Given records:
================

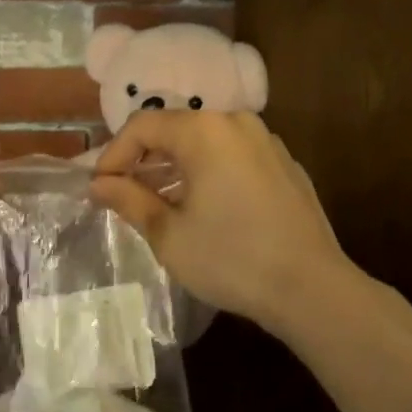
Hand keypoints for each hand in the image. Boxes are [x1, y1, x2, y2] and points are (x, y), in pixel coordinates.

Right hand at [92, 111, 353, 340]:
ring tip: (160, 203)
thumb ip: (129, 200)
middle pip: (175, 129)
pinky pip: (233, 155)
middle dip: (144, 160)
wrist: (313, 289)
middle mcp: (235, 122)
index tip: (100, 187)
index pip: (142, 126)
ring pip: (205, 142)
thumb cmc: (232, 259)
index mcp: (203, 131)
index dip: (114, 153)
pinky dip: (209, 171)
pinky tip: (205, 208)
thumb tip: (98, 184)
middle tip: (124, 195)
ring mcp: (265, 141)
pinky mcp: (284, 163)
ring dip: (176, 167)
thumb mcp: (169, 234)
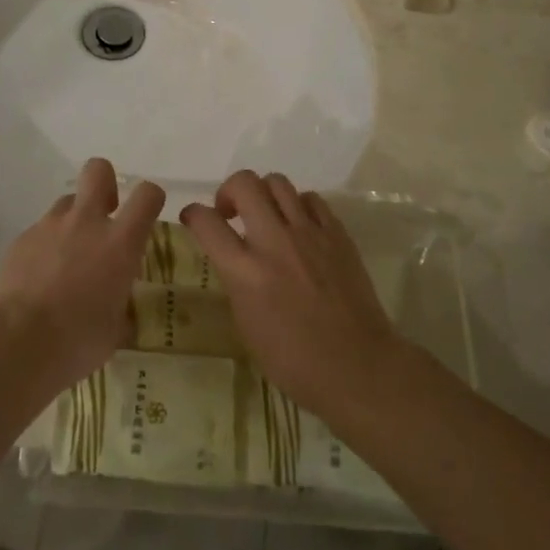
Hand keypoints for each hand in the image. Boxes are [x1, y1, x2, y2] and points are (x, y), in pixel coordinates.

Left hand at [0, 158, 164, 394]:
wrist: (15, 342)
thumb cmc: (77, 341)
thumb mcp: (114, 330)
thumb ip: (121, 307)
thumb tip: (120, 310)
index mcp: (119, 243)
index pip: (147, 196)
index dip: (151, 198)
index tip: (147, 215)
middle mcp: (86, 223)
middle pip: (98, 170)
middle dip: (105, 184)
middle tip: (104, 216)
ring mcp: (49, 226)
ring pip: (66, 202)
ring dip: (72, 220)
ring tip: (67, 257)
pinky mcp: (21, 239)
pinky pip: (40, 230)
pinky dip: (45, 246)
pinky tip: (39, 277)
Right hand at [180, 170, 402, 417]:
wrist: (358, 367)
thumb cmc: (295, 361)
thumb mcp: (247, 325)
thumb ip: (236, 281)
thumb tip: (233, 258)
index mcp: (246, 272)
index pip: (206, 222)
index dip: (192, 214)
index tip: (192, 219)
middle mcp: (274, 242)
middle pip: (244, 183)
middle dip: (228, 191)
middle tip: (230, 213)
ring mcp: (309, 233)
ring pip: (277, 182)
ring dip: (263, 193)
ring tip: (265, 215)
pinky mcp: (337, 234)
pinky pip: (310, 199)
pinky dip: (297, 206)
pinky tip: (298, 226)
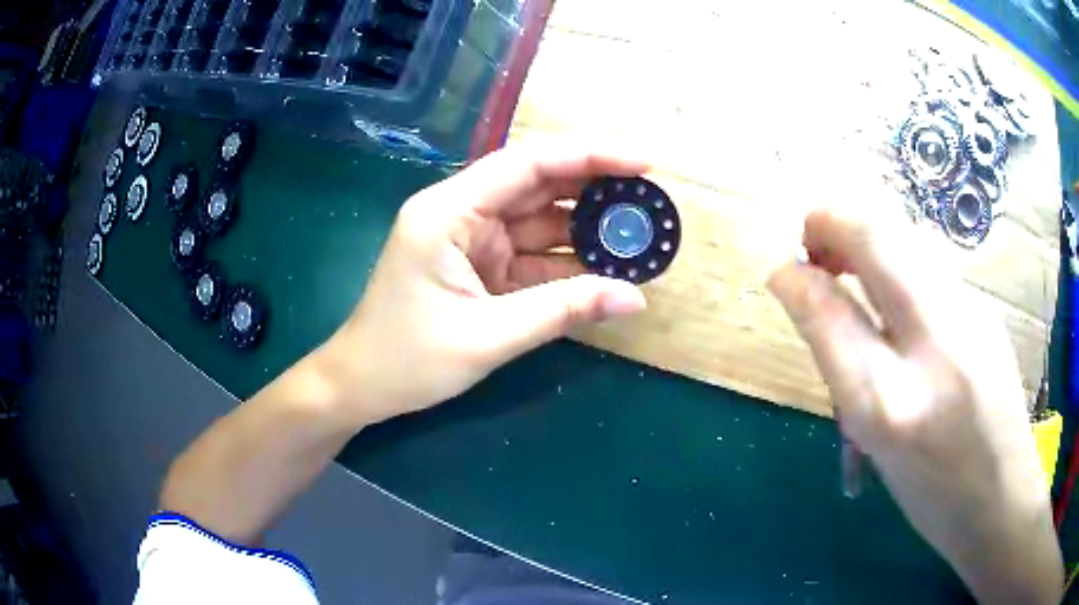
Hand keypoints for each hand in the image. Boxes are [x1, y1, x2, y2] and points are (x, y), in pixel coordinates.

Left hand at [317, 142, 648, 425]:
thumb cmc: (406, 360)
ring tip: (640, 235)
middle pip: (538, 184)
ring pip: (541, 220)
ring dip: (588, 228)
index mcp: (448, 211)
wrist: (362, 386)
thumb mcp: (487, 337)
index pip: (528, 163)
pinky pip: (533, 254)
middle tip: (652, 200)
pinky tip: (607, 269)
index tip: (644, 163)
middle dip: (596, 189)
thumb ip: (563, 311)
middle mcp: (461, 212)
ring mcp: (471, 238)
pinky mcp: (480, 265)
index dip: (590, 156)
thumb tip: (636, 298)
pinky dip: (569, 261)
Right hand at [767, 207, 1060, 603]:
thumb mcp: (874, 443)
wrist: (1001, 497)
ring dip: (865, 238)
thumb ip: (842, 361)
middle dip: (830, 222)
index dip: (797, 278)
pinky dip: (896, 261)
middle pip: (875, 234)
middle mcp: (935, 343)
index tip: (784, 273)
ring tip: (852, 271)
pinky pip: (927, 260)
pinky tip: (899, 297)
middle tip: (816, 252)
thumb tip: (803, 292)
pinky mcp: (984, 304)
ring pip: (903, 235)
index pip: (831, 310)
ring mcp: (970, 312)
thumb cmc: (930, 490)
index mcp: (892, 404)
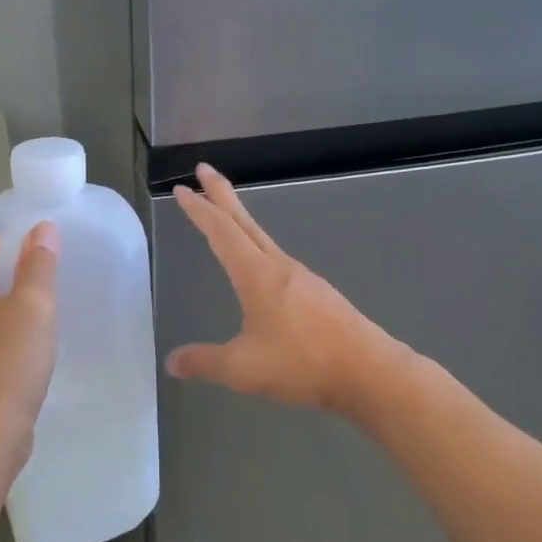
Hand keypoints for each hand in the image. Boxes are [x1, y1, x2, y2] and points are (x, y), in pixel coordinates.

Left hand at [0, 223, 59, 466]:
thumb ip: (39, 262)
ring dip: (6, 306)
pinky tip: (20, 352)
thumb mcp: (34, 305)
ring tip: (34, 326)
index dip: (9, 249)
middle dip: (10, 277)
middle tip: (39, 299)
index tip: (34, 276)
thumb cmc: (8, 364)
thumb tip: (42, 230)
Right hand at [165, 164, 405, 416]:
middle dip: (221, 194)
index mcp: (257, 274)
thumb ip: (205, 362)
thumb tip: (172, 362)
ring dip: (239, 221)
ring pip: (262, 239)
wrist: (369, 371)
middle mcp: (279, 266)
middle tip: (203, 169)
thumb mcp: (243, 368)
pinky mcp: (318, 294)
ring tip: (226, 217)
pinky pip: (277, 260)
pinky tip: (260, 268)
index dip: (199, 209)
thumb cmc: (302, 363)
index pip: (221, 231)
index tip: (181, 188)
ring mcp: (302, 278)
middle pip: (243, 221)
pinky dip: (258, 248)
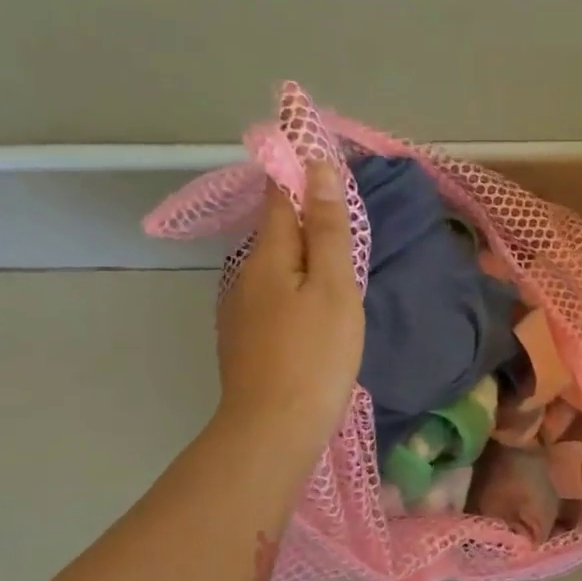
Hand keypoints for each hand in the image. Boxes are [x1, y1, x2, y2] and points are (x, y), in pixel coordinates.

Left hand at [215, 159, 364, 460]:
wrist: (273, 428)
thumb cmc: (315, 355)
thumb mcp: (334, 288)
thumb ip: (328, 230)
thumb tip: (318, 170)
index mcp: (269, 255)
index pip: (281, 196)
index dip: (298, 171)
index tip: (319, 152)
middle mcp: (246, 274)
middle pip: (276, 231)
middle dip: (303, 213)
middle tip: (341, 209)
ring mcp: (241, 310)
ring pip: (274, 266)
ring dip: (300, 252)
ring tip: (334, 257)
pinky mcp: (246, 339)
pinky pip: (273, 295)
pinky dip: (294, 285)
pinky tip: (312, 304)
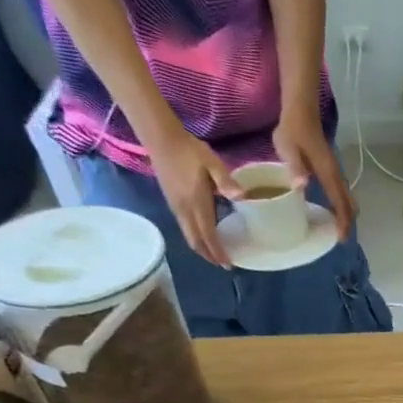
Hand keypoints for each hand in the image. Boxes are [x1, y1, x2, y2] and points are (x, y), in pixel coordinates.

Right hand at [142, 126, 240, 266]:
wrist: (160, 138)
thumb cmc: (189, 150)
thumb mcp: (212, 163)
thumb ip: (226, 181)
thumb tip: (241, 197)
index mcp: (196, 203)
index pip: (208, 235)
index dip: (217, 251)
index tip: (229, 264)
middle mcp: (184, 209)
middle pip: (196, 240)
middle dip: (209, 255)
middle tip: (224, 264)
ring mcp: (175, 206)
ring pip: (188, 235)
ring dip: (201, 248)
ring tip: (215, 255)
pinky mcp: (171, 202)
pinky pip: (184, 227)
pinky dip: (195, 237)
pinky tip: (203, 236)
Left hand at [274, 109, 355, 240]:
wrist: (302, 111)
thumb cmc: (293, 129)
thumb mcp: (287, 147)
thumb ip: (294, 166)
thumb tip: (302, 186)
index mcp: (327, 174)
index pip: (340, 203)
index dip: (342, 221)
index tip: (341, 238)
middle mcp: (335, 176)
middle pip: (349, 204)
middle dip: (347, 223)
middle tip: (341, 239)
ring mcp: (335, 173)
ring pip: (347, 199)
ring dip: (346, 215)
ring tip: (338, 229)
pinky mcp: (331, 171)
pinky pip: (341, 193)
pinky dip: (342, 206)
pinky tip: (333, 212)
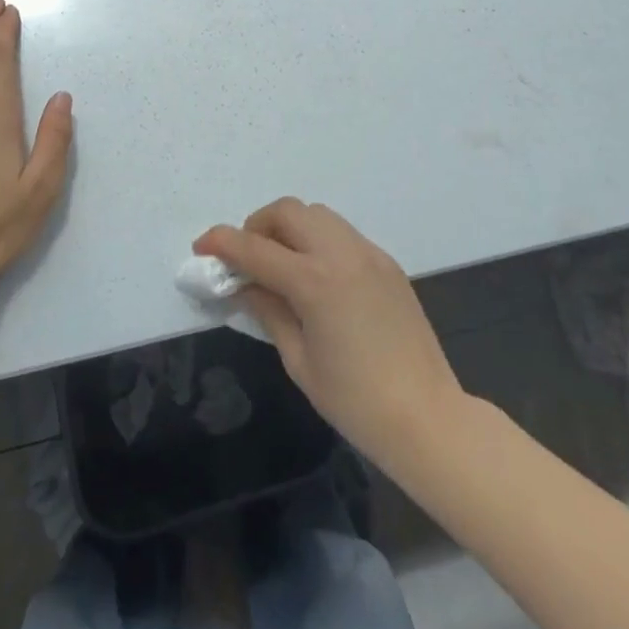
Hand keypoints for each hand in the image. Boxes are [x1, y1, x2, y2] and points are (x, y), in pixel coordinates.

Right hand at [195, 199, 463, 468]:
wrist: (427, 417)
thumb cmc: (354, 401)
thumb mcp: (298, 360)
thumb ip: (268, 311)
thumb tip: (243, 285)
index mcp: (315, 281)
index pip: (255, 248)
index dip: (221, 243)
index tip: (201, 248)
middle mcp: (341, 254)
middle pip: (288, 211)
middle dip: (257, 226)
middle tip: (244, 258)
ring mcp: (369, 254)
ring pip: (317, 215)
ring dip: (289, 227)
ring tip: (279, 263)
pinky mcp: (387, 263)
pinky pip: (342, 233)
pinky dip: (318, 240)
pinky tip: (316, 276)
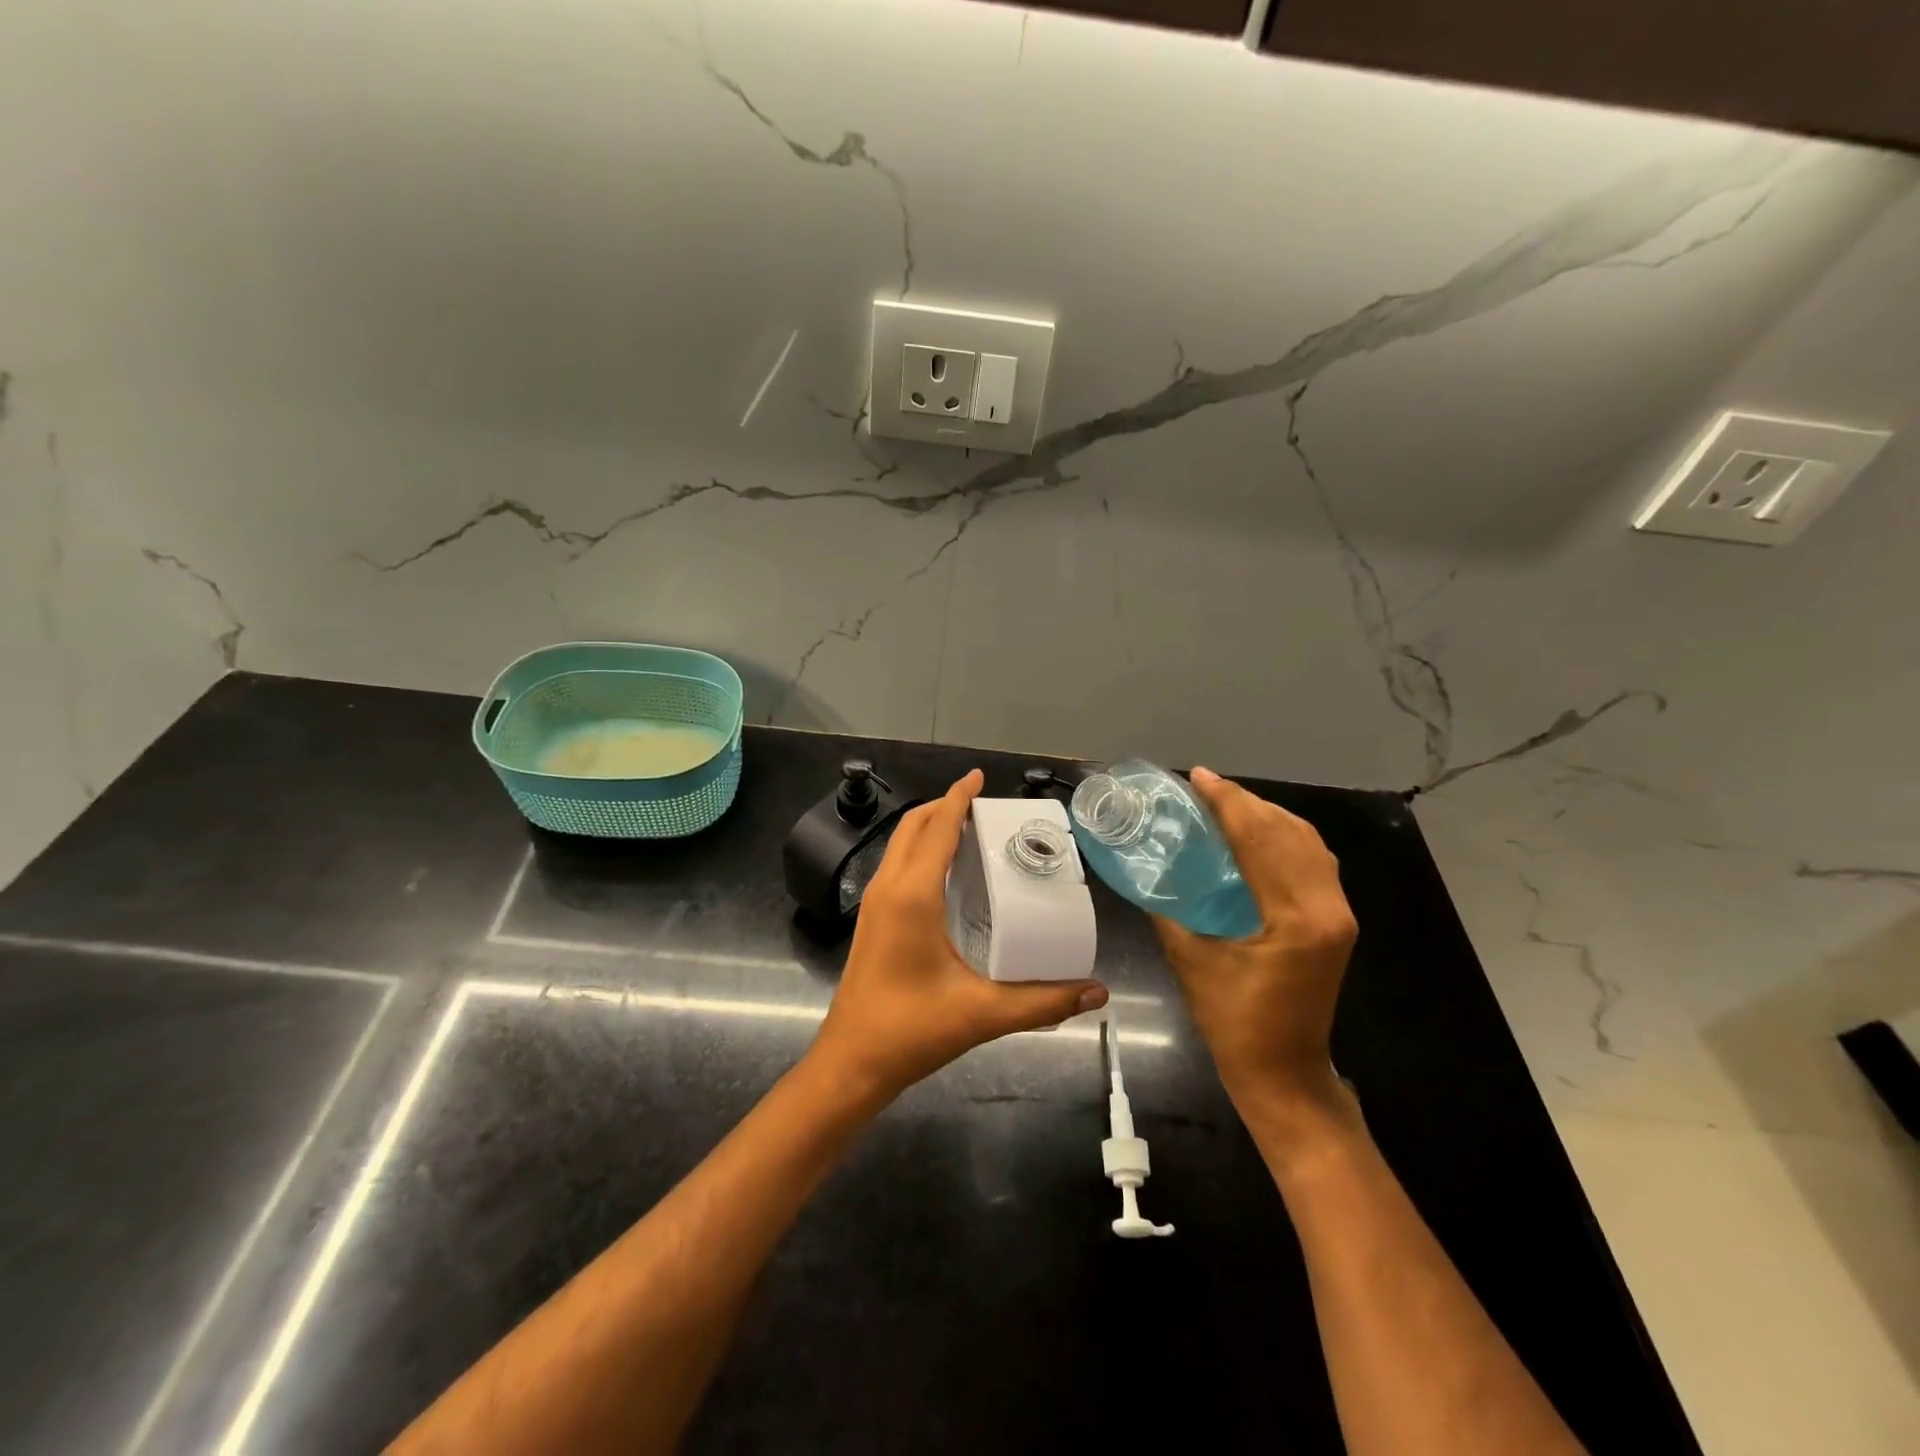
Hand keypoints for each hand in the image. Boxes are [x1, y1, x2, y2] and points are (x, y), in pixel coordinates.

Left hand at [808, 769, 1109, 1104]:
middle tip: (984, 807)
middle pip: (913, 827)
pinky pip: (896, 867)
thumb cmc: (911, 1031)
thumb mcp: (982, 1014)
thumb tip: (1096, 992)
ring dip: (930, 827)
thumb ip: (1042, 1002)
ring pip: (900, 846)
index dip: (958, 797)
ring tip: (970, 830)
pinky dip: (921, 852)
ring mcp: (874, 905)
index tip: (978, 776)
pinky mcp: (872, 921)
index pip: (937, 829)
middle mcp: (889, 889)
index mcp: (912, 895)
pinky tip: (947, 874)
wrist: (851, 1064)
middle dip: (945, 806)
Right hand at [1153, 767, 1357, 1124]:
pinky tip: (1255, 835)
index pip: (1261, 840)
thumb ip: (1169, 912)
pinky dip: (1283, 838)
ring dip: (1267, 816)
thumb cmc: (1235, 1024)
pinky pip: (1313, 861)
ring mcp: (1338, 914)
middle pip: (1290, 832)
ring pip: (1307, 843)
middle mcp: (1327, 907)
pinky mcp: (1336, 922)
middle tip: (1206, 787)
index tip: (1199, 777)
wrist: (1286, 1074)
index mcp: (1295, 917)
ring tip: (1227, 804)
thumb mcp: (1192, 962)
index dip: (1228, 802)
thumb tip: (1147, 872)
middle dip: (1247, 802)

================

To do: Gather all lines with the string "Right" from the data.

Written answer:
Right hand at [92, 111, 353, 340]:
Right hand at [180, 170, 402, 417]:
Right hand at [767, 207, 1060, 603]:
Right hand at [165, 164, 405, 416]:
Right hand at [142, 126, 240, 266]:
Right hand at [195, 199, 463, 468]:
Right hand at [1153, 767, 1357, 1124]:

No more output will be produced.